Collect every line below that contains the word "Стара".

_Record extracts_.
++++++++++++++++++++

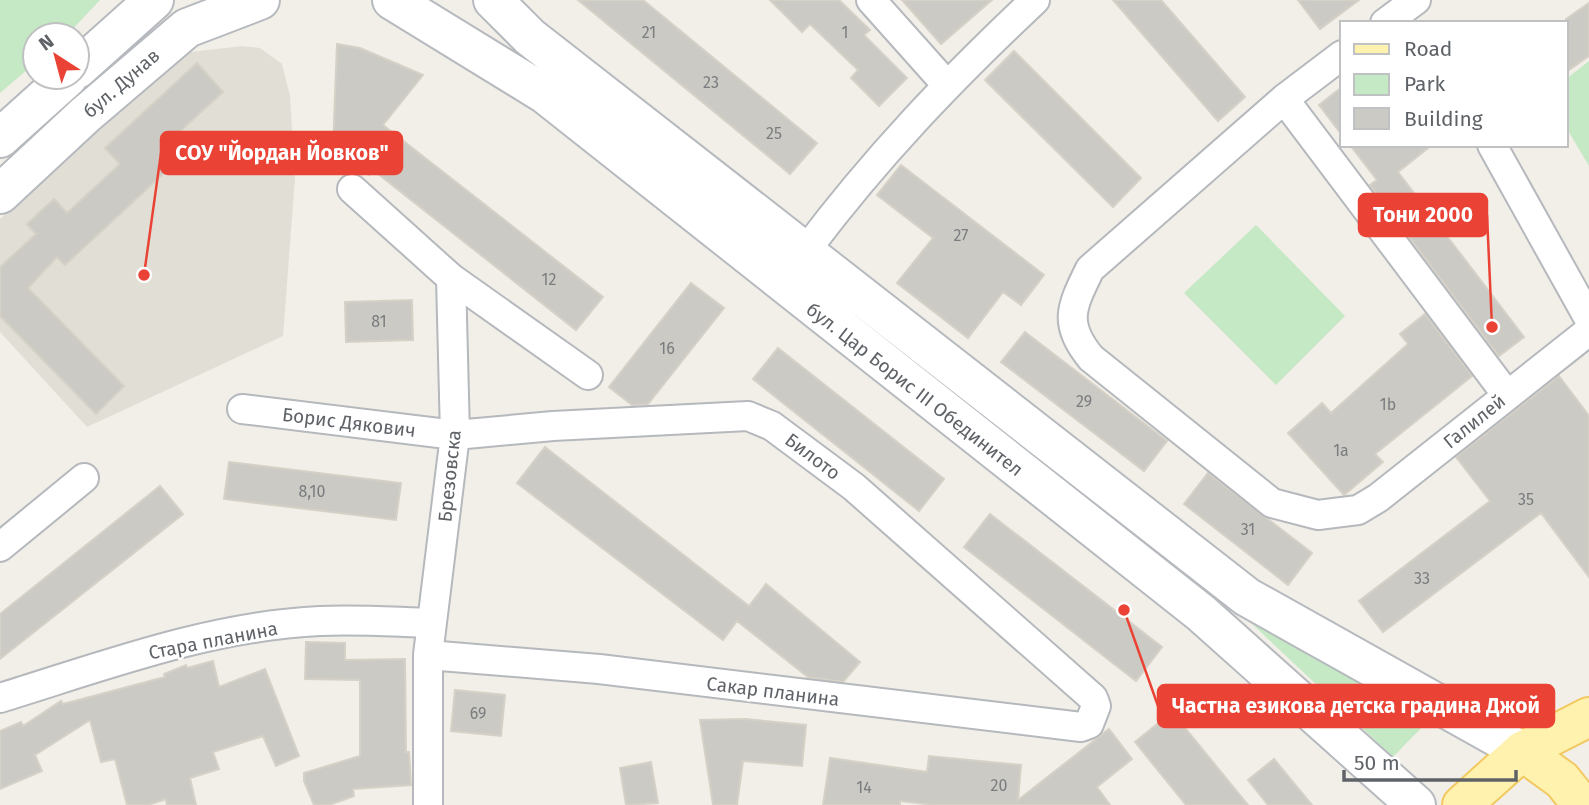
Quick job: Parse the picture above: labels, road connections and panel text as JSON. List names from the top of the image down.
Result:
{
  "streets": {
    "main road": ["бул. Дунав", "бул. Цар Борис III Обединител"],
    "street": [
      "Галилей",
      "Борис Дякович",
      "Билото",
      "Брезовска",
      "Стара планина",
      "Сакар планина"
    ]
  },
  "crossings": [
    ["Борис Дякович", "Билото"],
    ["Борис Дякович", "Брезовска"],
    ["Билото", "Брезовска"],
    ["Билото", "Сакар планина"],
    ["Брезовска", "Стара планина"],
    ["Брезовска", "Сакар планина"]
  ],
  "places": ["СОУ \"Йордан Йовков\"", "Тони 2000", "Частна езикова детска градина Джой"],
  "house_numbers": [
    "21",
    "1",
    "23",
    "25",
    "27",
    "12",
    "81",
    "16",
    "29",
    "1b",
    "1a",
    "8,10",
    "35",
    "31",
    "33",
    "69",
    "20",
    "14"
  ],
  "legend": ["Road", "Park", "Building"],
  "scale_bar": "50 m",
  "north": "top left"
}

++++++++++++++++++++

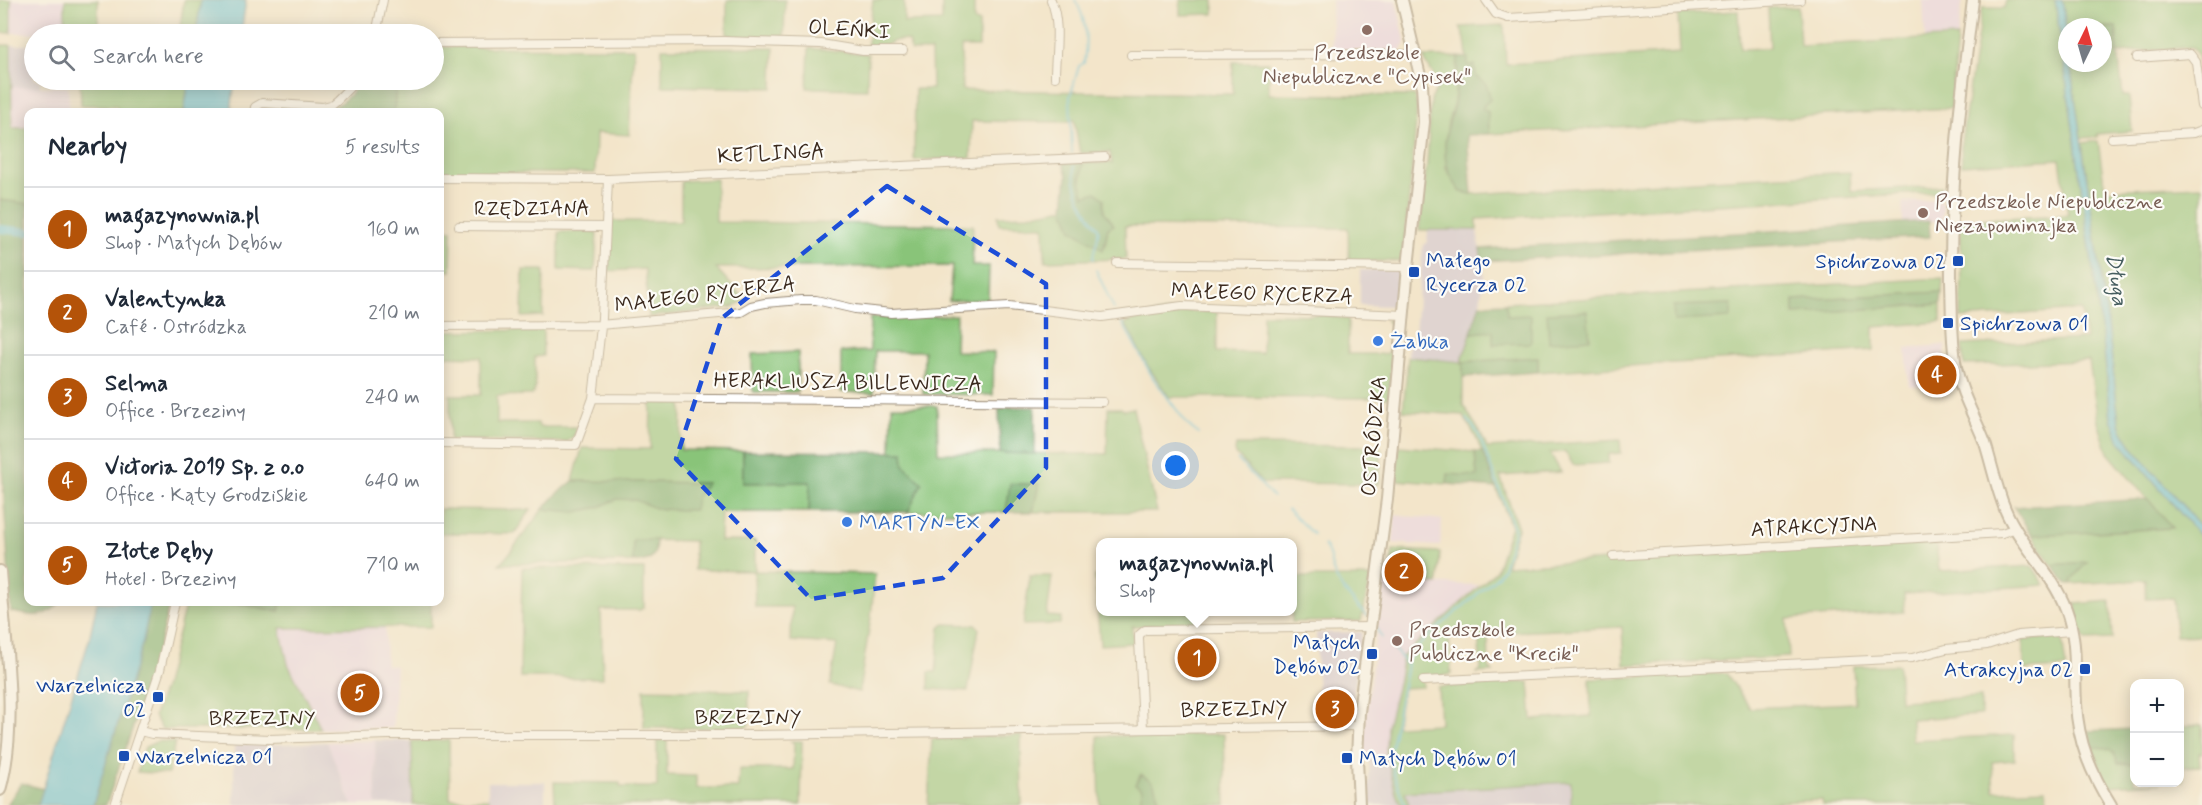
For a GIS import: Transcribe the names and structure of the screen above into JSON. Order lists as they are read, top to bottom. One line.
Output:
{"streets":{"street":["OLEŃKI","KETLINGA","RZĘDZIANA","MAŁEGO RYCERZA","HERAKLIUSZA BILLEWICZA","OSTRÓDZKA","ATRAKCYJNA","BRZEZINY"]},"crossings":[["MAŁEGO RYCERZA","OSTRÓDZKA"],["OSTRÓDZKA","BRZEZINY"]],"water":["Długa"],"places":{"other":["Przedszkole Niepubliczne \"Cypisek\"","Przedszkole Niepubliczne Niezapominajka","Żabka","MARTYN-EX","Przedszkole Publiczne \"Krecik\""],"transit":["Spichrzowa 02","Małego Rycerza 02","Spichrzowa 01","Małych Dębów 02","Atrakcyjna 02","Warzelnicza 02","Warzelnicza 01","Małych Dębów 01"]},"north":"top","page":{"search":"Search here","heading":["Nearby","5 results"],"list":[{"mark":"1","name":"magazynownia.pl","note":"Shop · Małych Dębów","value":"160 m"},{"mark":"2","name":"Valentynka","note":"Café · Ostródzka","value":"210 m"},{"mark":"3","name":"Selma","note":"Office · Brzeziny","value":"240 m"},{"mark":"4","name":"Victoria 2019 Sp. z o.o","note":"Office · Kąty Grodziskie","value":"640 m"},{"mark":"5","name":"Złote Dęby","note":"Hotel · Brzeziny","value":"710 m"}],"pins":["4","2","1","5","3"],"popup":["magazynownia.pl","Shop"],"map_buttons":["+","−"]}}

++++++++++++++++++++

_Response to this task_.
      "Стара планина",
    ["Брезовска", "Стара планина"],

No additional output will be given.